Spectacular sunrise at this morning’s KZNTR 1000 hills trail race , held at Nagle Dam. As a result of my injury, I downgraded to the 20 km from the 38 km route. This would be my first time (properly) back after 11 weeks of being injured. Walking poles would also be used for the first time today.
We started off in the chilly air and after a short, gentle up we descended into the light – lit, under – the – dam, tunnel. Very cool for making fun echoing noises and hollering. Into the bright morning sun again to then travel a rather steep UP! Rewarded at the top with a panoramic view of the dam – spectacular. A steep, not very technical, down followed. It was either fast, or fast.
River crossing. Yay! So much fun. Thankfully fellow trailers gave a hand to keep the rope tight and we waded waist deep through to the other side. Some decided dry shoes were essential, off came the shoes. Chilly and refreshing.
We continued along undulating paths and district roads then back down into the tunnel to venture around Nagle Dam. Another, small, up and a wonderful fast descent to finish with the KZNTR race village vibe.

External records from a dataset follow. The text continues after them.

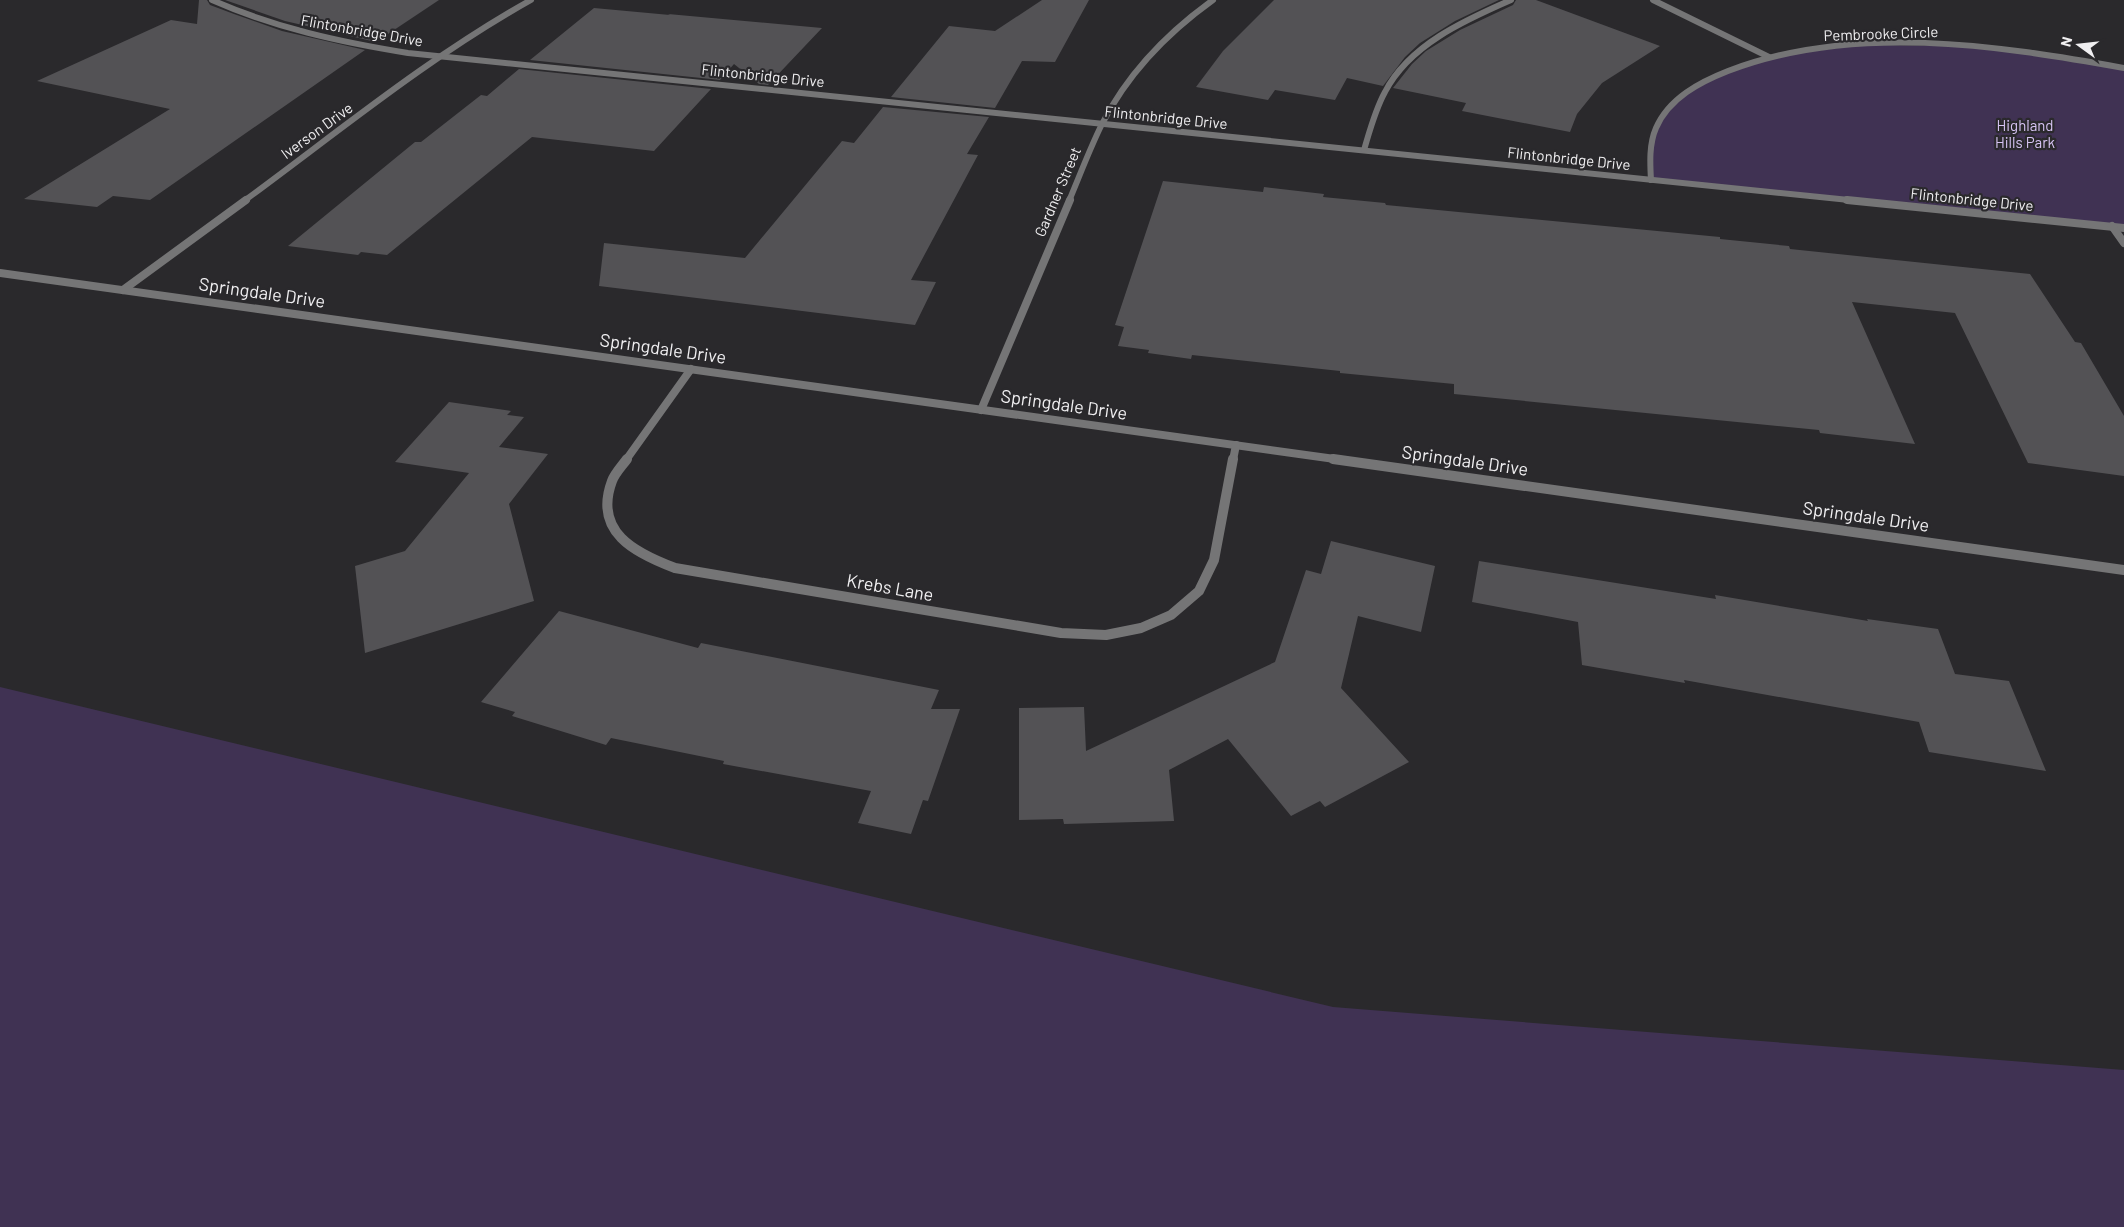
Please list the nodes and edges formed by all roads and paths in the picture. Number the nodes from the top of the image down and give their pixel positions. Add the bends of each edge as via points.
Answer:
1 (212, 0) edge
2 (531, 0) edge
3 (1214, 0) edge
4 (1511, 0) edge
5 (1653, 0) edge
6 (441, 56) junction
7 (1769, 57) junction
8 (2124, 68) edge
9 (1102, 124) junction
10 (1364, 150) junction
11 (1651, 180) junction
12 (2112, 226) junction
13 (2124, 228) edge
14 (2124, 243) edge
15 (0, 273) edge
16 (123, 290) junction
17 (691, 369) junction
18 (981, 410) junction
19 (1236, 445) junction
20 (2124, 570) edge

1 - 6 street, Flintonbridge Drive via 251,19 295,33
2 - 6 street, Iverson Drive
3 - 9 street, Gardner Street via 1153,49 1124,84
4 - 10 street via 1448,30 1419,52 1394,78 1376,108
5 - 7 street
6 - 9 street, Flintonbridge Drive
6 - 16 street, Iverson Drive
7 - 8 street, Pembrooke Circle via 1843,46 1916,44 2036,53
7 - 11 street, Pembrooke Circle via 1726,70 1694,86 1673,103 1656,126 1650,150
9 - 10 street, Flintonbridge Drive
9 - 18 street, Gardner Street
10 - 11 street, Flintonbridge Drive
11 - 12 street, Flintonbridge Drive
12 - 13 street, Flintonbridge Drive
12 - 14 street
15 - 16 street, Springdale Drive
16 - 17 street, Springdale Drive
17 - 18 street, Springdale Drive
17 - 19 street, Krebs Lane via 612,480 607,515 614,532 626,545 644,557 675,568 1061,633 1106,635 1141,628 1171,615 1200,591 1214,560
18 - 19 street, Springdale Drive
19 - 20 street, Springdale Drive

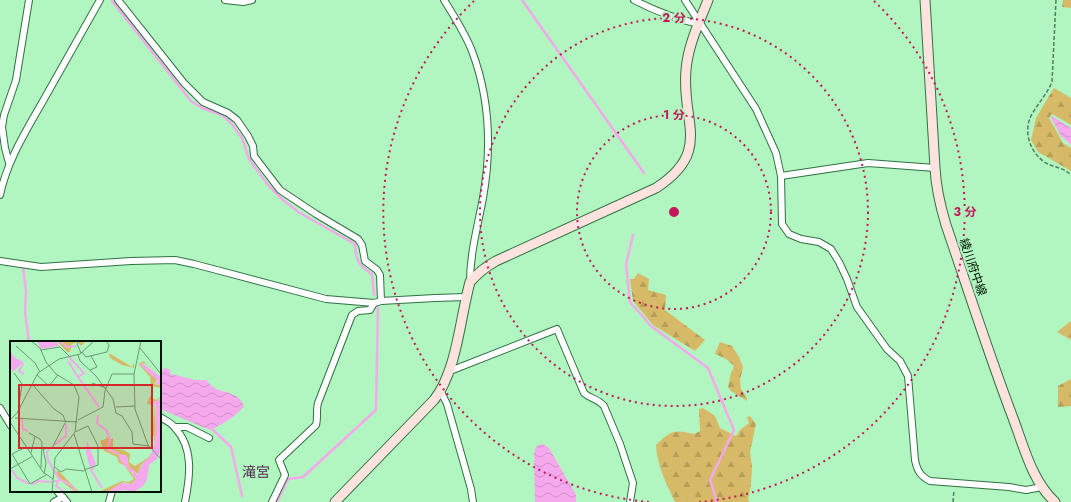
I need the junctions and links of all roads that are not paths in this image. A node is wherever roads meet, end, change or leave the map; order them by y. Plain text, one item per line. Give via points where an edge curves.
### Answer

The best part about the race was the people that I hung out with. Yes, scenery was absolutely stunning and a very well organised event. For me, it is the people that make it that much more special. Met Kevin Smith who asked about the walking poles and how I was finding them – read below to find out! A quick pic with Gareth and Ben. Met the legendary Herve Rougier – Lagane who is a long-standing trail fundi with a wealth of information.

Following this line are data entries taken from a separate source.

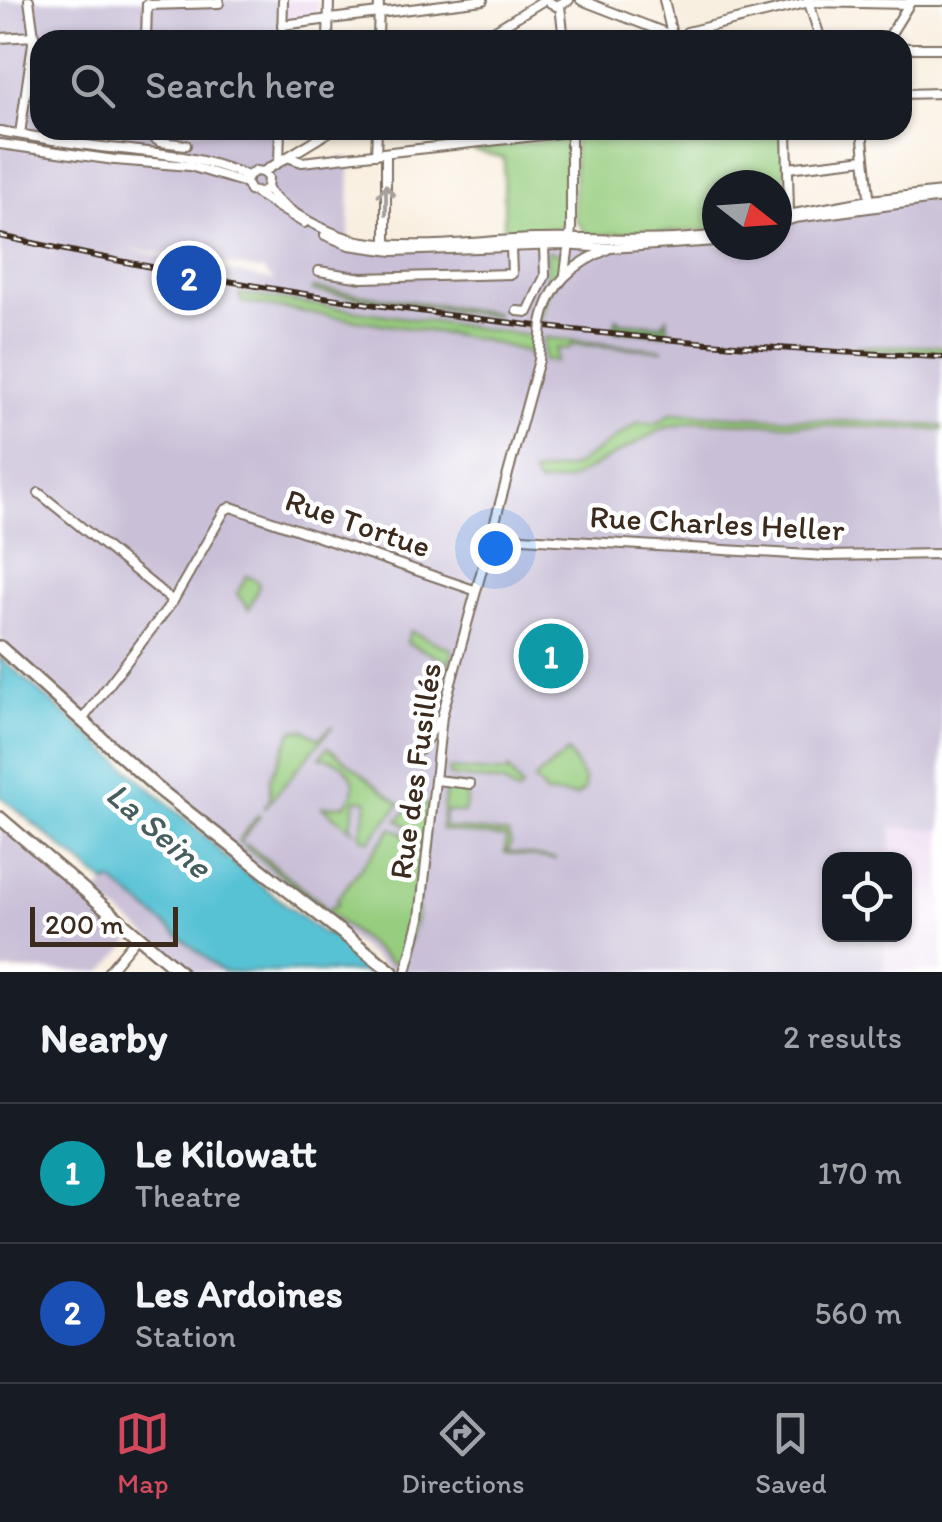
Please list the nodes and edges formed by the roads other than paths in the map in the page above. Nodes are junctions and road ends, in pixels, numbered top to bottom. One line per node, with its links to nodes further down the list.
1 (29, 0): 19 (street)
2 (220, 0): 13 (street)
3 (283, 0): 18 (street)
4 (329, 0): 17 (street)
5 (379, 0): 16 (street)
6 (483, 0): 16 (street)
7 (545, 0): 15 (street); 24 (street)
8 (569, 0): 15 (street)
9 (581, 0): 26 (street)
10 (664, 0): 27 (street)
11 (809, 1): 14 (street); 28 (street); 29 (street)
12 (942, 1): 14 (street)
13 (147, 2): 20 (street)
14 (910, 2): 30 (street)
15 (560, 6): 25 (street)
16 (378, 13): 17 (street); 23 (street)
17 (328, 20): 18 (street); 22 (street)
18 (282, 26): 21 (street)
19 (33, 30)
20 (146, 30)
21 (282, 30)
22 (328, 30)
23 (378, 30)
24 (496, 30)
25 (563, 30)
26 (657, 30)
27 (673, 30)
28 (695, 30)
29 (818, 30)
30 (893, 30)
31 (30, 36): 32 (street)
32 (0, 38)
33 (912, 48): 34 (street)
34 (942, 48)
35 (30, 64): 39 (street)
36 (942, 93): 37 (street)
37 (912, 94)
38 (0, 130): 39 (street)
39 (20, 134): 40 (street)
40 (30, 135)
41 (64, 140): 52 (street)
42 (157, 140): 51 (street)
43 (280, 140): 57 (street)
44 (315, 140): 54 (street)
45 (378, 140): 53 (street)
46 (498, 140): 53 (street)
47 (573, 140): 67 (street)
48 (788, 140): 58 (street)
49 (863, 140): 55 (street)
50 (0, 144): 56 (street)
51 (186, 145)
52 (136, 150): 56 (street); 60 (street)
53 (381, 154): 54 (street); 70 (street, one-way to 53)
54 (290, 158): 57 (street)
55 (866, 159): 58 (street); 64 (street)
56 (136, 162): 60 (street)
57 (280, 162): 59 (street)
58 (788, 168)
59 (263, 172): 60 (street); 61 (street)
60 (247, 179): 62 (street)
61 (267, 188): 62 (street); 70 (street)
62 (258, 194): 72 (street)
63 (942, 195): 64 (street)
64 (870, 204): 65 (street); 66 (street)
65 (792, 213)
66 (792, 218)
67 (572, 239): 68 (street); 70 (street); 71 (street); 73 (street); 74 (street)
68 (702, 239)
69 (702, 239): 73 (street)
70 (386, 244)
71 (547, 245): 72 (street); 74 (street); 76 (street)
72 (512, 247): 75 (street)
73 (610, 248): 74 (street)
74 (572, 263): 78 (street, Rue des Fusillés, bridge)
75 (319, 271)
76 (517, 311)
77 (39, 494): 81 (street)
78 (489, 536): 79 (street, Rue Charles Heller); 80 (street, Rue des Fusillés)
79 (942, 554)
80 (474, 590): 81 (street, Rue Tortue); 83 (street, Rue des Fusillés)
81 (173, 601): 84 (street)
82 (0, 644): 84 (main road)
83 (442, 716): 85 (street); 86 (street, Rue des Fusillés)
84 (84, 718): 95 (main road)
85 (428, 738): 86 (street); 87 (street)
86 (440, 738): 88 (street, Rue des Fusillés)
87 (420, 750)
88 (436, 780): 89 (street); 92 (street, Rue des Fusillés)
89 (470, 784)
90 (0, 818): 91 (main road)
91 (139, 939): 93 (street); 94 (main road)
92 (408, 959): 95 (street); 96 (street, Rue des Fusillés)
93 (108, 972)
94 (178, 972)
95 (394, 972)
96 (406, 972)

Also, finished the last leg of the race with Dion around Nagle Dam and finally, catching that jumping pic for my friend, Fee.

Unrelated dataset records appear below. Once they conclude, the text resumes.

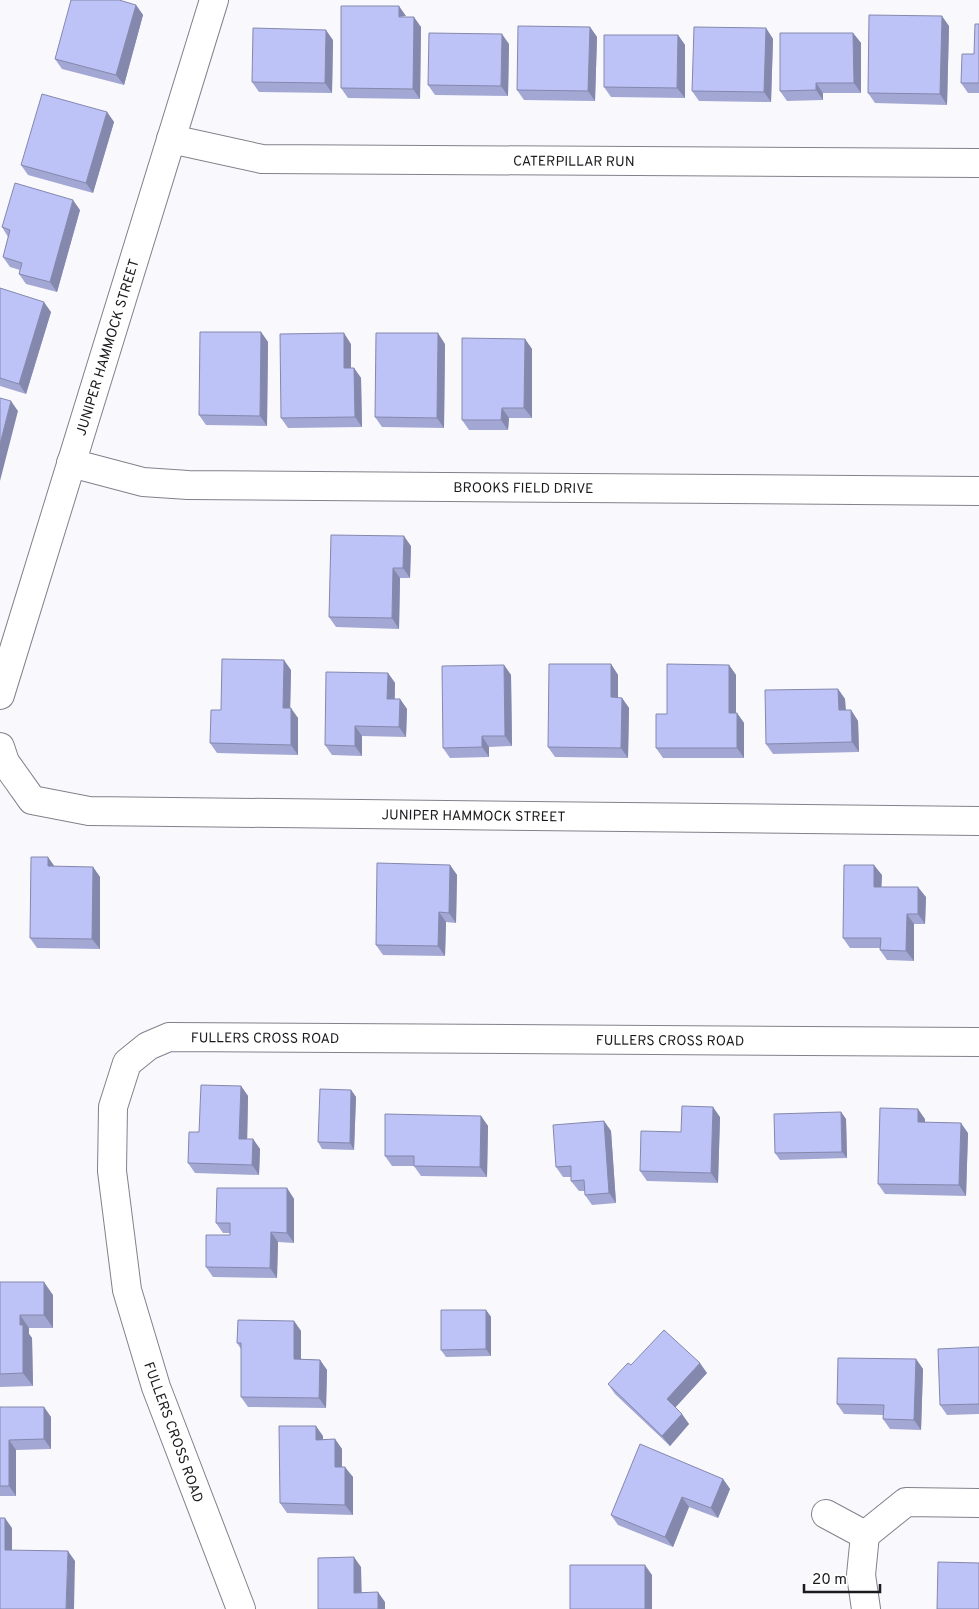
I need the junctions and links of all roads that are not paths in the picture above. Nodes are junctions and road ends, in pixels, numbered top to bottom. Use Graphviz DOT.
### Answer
graph roads {
  1 [pos="214,0"];
  2 [pos="171,140"];
  3 [pos="979,163"];
  4 [pos="71,463"];
  5 [pos="979,492"];
  6 [pos="0,695"];
  7 [pos="0,747"];
  8 [pos="979,821"];
  9 [pos="979,1042"];
  10 [pos="979,1503"];
  11 [pos="826,1514"];
  12 [pos="865,1536"];
  13 [pos="241,1609"];
  14 [pos="866,1609"];
  1 -- 2 [label="street, JUNIPER HAMMOCK STREET"];
  2 -- 3 [label="street, CATERPILLAR RUN"];
  2 -- 4 [label="street, JUNIPER HAMMOCK STREET"];
  4 -- 5 [label="street, BROOKS FIELD DRIVE"];
  4 -- 6 [label="street, JUNIPER HAMMOCK STREET"];
  7 -- 8 [label="street, JUNIPER HAMMOCK STREET"];
  9 -- 13 [label="street, FULLERS CROSS ROAD"];
  10 -- 12 [label="street"];
  11 -- 12 [label="street"];
  12 -- 14 [label="street"];
}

Trekking Poles in 1000 hills
This was my first time using trekking poles. I was given them – you twist to make longer or shorter – and they seem pretty good. I adjusted the height for me and set off with these poles after researching different techniques. First, I tried the skiing, poles together, way. Secondly, I tried opposite arm and leg, one pole at a time. On the flats I held them in my left hand and ran with them. The poles were very helpful for the steep uphills. For the downhills, probably due to my lack of experience, I found they were more a hindrance getting caught in bushes. I chatted to some fellow pole users, and they found that the poles helped keep them more upright and gain better grip to push off or steady themselves.